- The Washington Times - Thursday, September 27, 2007

Rex Humbard, 88, televangelist

ATLANTIS, Fla. (AP) — The Rev. Rex Humbard, a former itinerant preacher whose televangelism ministry once reached more parts of the globe than any other religious program, died Sept. 21 of natural causes at a South Florida hospital near his Lantana home, a family spokeswoman said. He was 88.

The son of evangelists, Mr. Humbard evolved his ministry from revivals across the country to a permanent home in Akron, Ohio, and television. He realized the potential of the new medium in the early 1950s and became known to millions by the 1970s.

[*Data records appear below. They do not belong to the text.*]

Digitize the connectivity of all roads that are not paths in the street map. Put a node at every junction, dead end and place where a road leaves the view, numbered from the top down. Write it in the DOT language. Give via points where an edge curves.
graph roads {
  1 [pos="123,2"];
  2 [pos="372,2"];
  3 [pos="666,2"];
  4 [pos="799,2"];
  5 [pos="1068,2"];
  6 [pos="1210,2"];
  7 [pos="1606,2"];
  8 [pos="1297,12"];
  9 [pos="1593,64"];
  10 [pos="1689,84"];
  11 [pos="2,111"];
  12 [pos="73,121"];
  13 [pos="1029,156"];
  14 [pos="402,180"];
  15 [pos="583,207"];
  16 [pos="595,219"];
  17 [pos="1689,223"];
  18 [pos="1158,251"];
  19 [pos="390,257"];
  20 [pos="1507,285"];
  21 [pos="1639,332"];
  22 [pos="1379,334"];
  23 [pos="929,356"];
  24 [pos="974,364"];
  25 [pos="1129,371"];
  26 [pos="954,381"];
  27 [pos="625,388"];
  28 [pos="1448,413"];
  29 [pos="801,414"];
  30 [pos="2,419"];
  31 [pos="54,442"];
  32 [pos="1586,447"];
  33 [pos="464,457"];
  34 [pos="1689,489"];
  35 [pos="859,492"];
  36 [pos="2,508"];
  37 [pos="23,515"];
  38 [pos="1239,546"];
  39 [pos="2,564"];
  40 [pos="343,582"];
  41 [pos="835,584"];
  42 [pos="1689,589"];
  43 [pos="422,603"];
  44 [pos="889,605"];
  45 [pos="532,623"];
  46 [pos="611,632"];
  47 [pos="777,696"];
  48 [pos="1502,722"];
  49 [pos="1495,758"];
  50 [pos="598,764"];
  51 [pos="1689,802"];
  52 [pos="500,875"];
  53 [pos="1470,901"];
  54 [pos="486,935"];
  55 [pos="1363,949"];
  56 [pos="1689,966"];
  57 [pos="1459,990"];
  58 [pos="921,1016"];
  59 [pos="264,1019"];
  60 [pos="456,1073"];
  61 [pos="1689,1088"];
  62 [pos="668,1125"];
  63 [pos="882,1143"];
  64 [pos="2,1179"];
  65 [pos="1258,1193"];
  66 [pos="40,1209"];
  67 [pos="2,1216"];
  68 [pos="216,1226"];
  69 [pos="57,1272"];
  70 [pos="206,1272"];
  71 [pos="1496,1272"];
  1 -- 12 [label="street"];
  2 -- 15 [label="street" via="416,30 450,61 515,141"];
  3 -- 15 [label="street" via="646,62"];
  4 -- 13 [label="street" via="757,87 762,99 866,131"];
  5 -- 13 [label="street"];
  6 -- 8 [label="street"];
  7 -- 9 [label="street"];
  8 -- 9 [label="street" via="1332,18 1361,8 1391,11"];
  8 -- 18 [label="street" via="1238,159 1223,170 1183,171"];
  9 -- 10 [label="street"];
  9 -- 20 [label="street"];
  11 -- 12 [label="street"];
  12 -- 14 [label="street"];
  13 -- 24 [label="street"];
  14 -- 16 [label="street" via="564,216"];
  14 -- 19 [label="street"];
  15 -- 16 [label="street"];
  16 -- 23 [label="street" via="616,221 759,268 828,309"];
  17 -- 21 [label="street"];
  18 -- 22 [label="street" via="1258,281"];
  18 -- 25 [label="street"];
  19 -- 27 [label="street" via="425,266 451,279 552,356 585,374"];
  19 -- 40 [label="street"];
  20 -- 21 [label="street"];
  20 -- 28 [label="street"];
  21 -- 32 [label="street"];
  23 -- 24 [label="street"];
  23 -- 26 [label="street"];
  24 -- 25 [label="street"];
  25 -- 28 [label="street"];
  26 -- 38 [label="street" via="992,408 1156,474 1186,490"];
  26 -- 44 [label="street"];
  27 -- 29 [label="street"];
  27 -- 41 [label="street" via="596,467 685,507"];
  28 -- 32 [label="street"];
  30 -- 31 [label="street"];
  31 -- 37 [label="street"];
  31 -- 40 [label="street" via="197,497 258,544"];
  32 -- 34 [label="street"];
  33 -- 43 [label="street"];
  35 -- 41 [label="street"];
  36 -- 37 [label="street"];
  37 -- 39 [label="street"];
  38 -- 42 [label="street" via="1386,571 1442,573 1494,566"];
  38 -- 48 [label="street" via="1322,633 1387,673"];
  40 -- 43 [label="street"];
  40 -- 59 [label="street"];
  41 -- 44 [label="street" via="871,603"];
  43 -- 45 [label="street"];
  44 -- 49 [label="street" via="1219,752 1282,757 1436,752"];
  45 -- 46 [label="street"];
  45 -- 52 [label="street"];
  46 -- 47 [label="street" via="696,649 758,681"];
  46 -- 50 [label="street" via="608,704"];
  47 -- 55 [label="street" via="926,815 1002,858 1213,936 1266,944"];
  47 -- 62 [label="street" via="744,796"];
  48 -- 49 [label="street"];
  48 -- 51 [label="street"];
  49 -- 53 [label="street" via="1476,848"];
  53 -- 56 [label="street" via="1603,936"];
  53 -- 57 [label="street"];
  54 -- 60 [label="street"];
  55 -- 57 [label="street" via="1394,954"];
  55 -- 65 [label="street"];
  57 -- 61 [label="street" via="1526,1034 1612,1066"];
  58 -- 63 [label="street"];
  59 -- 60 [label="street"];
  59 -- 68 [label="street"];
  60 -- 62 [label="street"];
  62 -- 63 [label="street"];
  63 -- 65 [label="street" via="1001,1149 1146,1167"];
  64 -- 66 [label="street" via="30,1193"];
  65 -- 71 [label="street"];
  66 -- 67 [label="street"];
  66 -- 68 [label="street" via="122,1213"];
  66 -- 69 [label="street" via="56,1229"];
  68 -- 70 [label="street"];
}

He began with a renovated theater and eventually built the $4 million domed, 5,000-seat nondenominational Cathedral of Tomorrow.

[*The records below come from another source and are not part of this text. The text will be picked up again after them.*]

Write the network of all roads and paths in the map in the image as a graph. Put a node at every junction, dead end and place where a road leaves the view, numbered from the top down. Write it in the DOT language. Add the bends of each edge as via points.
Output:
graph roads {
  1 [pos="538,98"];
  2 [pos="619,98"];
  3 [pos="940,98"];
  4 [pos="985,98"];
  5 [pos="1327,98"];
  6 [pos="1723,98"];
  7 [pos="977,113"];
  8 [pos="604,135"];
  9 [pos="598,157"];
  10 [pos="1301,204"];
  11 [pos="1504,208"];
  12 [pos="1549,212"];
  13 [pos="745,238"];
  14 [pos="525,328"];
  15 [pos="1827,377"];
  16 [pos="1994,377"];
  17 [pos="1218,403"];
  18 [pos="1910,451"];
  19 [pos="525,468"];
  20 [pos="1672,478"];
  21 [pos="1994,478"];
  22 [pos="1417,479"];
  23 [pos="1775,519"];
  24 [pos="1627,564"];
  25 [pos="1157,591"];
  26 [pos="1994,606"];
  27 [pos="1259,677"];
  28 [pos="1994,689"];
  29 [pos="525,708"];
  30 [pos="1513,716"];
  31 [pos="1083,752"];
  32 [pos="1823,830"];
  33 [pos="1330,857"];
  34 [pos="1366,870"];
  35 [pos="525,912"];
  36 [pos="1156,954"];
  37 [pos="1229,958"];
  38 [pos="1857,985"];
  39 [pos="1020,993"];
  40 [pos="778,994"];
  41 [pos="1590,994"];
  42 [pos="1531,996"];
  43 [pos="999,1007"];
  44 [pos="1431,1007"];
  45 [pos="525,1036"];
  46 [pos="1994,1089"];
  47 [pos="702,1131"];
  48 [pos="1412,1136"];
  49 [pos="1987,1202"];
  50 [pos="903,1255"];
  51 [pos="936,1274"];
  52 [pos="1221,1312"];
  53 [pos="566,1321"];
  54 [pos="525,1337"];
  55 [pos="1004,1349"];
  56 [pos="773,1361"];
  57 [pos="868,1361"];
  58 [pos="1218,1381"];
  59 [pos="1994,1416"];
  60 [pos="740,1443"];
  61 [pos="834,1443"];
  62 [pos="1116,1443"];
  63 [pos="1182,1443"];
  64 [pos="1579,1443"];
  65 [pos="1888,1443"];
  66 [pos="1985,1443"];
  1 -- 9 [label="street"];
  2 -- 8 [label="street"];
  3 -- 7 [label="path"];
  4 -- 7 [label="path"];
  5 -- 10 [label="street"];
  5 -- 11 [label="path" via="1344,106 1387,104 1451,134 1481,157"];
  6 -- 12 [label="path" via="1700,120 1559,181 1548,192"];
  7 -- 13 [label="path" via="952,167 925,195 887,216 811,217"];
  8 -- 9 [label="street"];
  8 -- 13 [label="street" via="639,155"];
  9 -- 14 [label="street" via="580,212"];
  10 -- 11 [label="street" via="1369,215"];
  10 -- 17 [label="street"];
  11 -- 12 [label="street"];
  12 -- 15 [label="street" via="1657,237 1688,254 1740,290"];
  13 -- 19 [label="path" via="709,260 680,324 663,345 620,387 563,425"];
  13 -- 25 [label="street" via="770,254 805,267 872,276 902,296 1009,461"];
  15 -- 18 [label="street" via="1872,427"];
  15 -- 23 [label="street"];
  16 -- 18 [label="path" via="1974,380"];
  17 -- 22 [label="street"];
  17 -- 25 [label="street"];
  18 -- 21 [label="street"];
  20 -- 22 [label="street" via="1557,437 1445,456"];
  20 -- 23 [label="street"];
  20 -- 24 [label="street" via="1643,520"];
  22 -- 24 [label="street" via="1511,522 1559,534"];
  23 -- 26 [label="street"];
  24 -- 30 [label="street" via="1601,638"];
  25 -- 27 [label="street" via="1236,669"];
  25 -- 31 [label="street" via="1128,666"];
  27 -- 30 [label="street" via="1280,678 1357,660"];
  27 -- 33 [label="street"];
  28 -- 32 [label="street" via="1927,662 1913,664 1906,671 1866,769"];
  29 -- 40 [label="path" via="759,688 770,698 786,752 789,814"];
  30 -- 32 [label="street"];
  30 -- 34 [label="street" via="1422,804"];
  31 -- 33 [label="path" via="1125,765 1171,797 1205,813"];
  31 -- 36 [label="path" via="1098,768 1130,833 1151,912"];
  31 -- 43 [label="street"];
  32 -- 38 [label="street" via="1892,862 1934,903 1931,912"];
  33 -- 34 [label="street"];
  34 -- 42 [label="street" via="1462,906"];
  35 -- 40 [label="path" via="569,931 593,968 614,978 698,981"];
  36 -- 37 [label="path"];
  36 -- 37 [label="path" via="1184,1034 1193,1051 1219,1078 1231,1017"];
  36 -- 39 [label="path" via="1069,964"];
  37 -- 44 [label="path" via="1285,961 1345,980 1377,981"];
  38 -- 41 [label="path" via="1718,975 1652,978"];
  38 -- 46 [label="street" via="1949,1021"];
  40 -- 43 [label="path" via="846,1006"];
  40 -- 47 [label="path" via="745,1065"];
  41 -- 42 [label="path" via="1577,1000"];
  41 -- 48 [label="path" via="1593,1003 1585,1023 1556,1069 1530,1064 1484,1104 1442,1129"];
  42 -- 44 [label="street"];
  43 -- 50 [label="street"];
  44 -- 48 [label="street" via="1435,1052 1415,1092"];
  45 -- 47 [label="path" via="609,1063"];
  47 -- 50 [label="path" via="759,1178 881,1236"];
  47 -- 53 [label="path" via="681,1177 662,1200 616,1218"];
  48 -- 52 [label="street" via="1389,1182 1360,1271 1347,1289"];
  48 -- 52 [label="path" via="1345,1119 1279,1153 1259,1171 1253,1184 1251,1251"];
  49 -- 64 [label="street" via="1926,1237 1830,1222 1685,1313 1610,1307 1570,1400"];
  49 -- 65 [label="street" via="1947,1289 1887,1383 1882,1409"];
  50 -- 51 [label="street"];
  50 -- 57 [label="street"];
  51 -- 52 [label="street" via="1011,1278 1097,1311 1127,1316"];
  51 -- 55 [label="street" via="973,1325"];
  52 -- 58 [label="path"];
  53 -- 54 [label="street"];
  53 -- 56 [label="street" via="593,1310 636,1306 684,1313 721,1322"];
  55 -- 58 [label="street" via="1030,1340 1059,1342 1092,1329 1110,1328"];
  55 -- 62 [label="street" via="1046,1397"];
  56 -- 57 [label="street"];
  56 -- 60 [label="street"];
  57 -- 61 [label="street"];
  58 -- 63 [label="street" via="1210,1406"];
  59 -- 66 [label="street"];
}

The broadcast, also called “Cathedral of Tomorrow,” developed into a mixture of preaching and music. By 1979, the show was broadcast in the United States, Canada, Europe, the Middle East, the Far East, Australia and Latin America, giving it a worldwide reach greater than any of his competitors, according to the 1999 reference work “Religious Leaders of America.”

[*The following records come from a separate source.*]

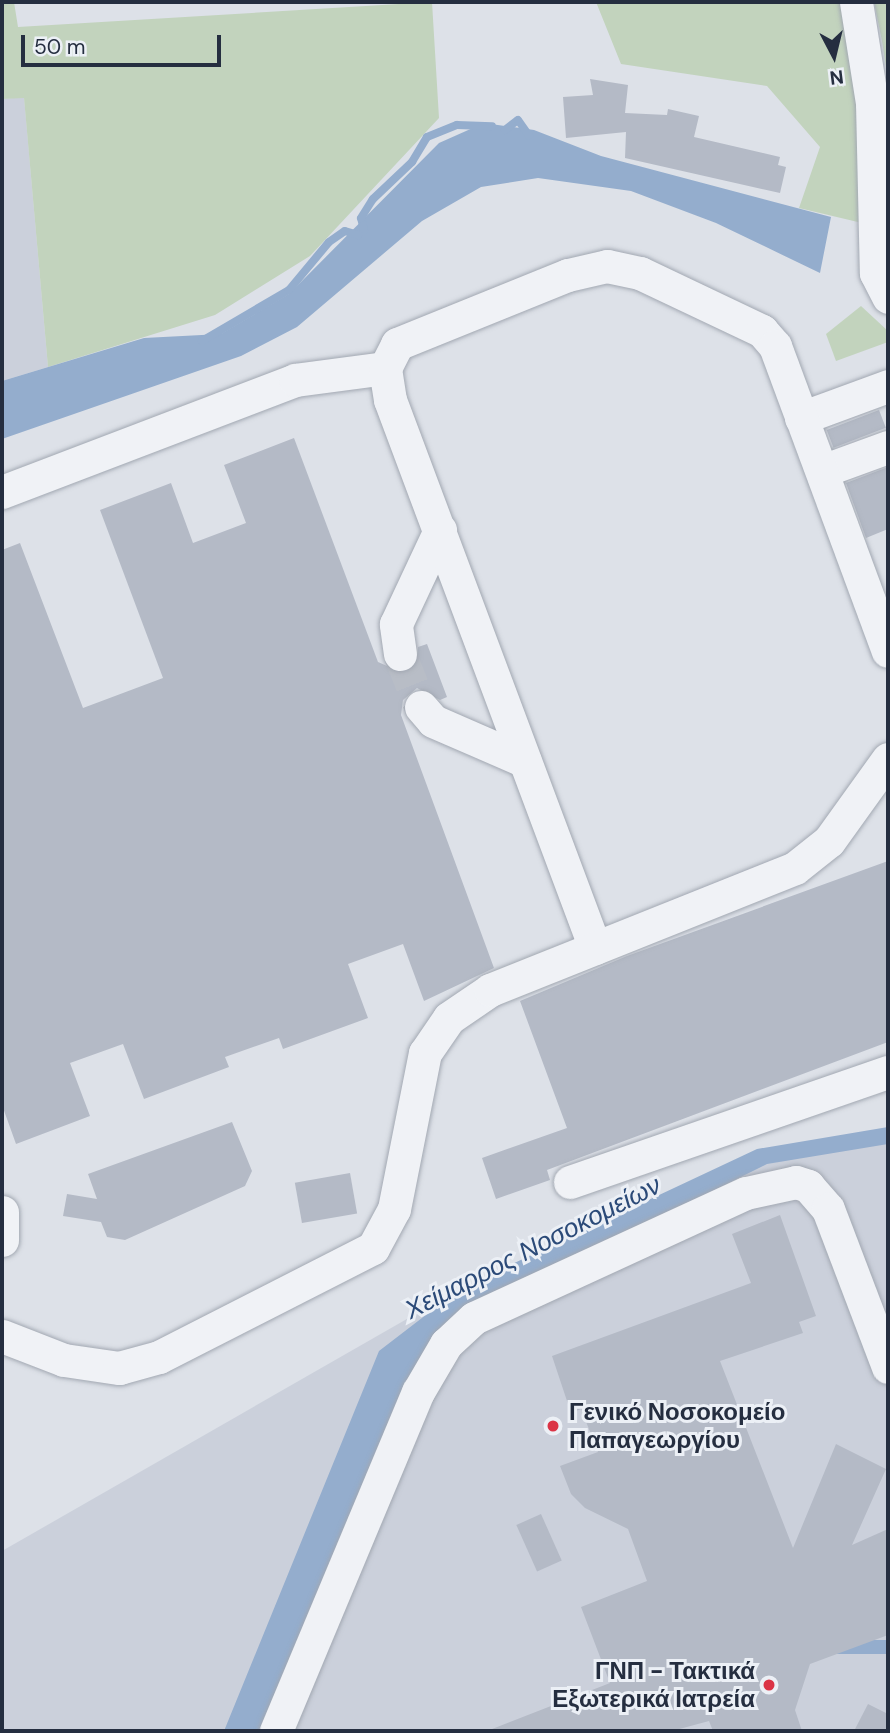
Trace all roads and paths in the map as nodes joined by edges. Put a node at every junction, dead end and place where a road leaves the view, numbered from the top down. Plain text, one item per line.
1 (856, 2) edge
2 (888, 297) edge
3 (385, 368) junction
4 (888, 386) edge
5 (801, 418) junction
6 (888, 447) edge
7 (822, 471) junction
8 (2, 492) edge
9 (440, 530) junction
10 (888, 651) edge
11 (400, 654) tunnel mouth
12 (421, 707) tunnel mouth
13 (888, 759) edge
14 (525, 761) junction
15 (595, 948) junction
16 (888, 1072) edge
17 (570, 1182) dead end
18 (2, 1212) edge
19 (2, 1240) edge
20 (2, 1336) edge
21 (888, 1367) edge
22 (276, 1731) edge

1 - 2 street
3 - 5 street
3 - 8 street
3 - 9 street
4 - 5 street
5 - 7 street
6 - 7 street
7 - 10 street
9 - 11 street
9 - 14 street
12 - 14 street
13 - 15 street
14 - 15 street
15 - 20 street
16 - 17 street
18 - 19 street
21 - 22 street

His ministry suffered from internal disputes and extensive borrowing. In the 1970s, federal and state regulators complained that notes he had issued to followers over the years violated securities laws.

Mr. Humbard eventually left in 1982 and the congregation dwindled. He became pastor emeritus of the church in 1983 and moved his family ministry to Boca Raton, Fla. He gave up his weekend on-air preaching in the 1990s.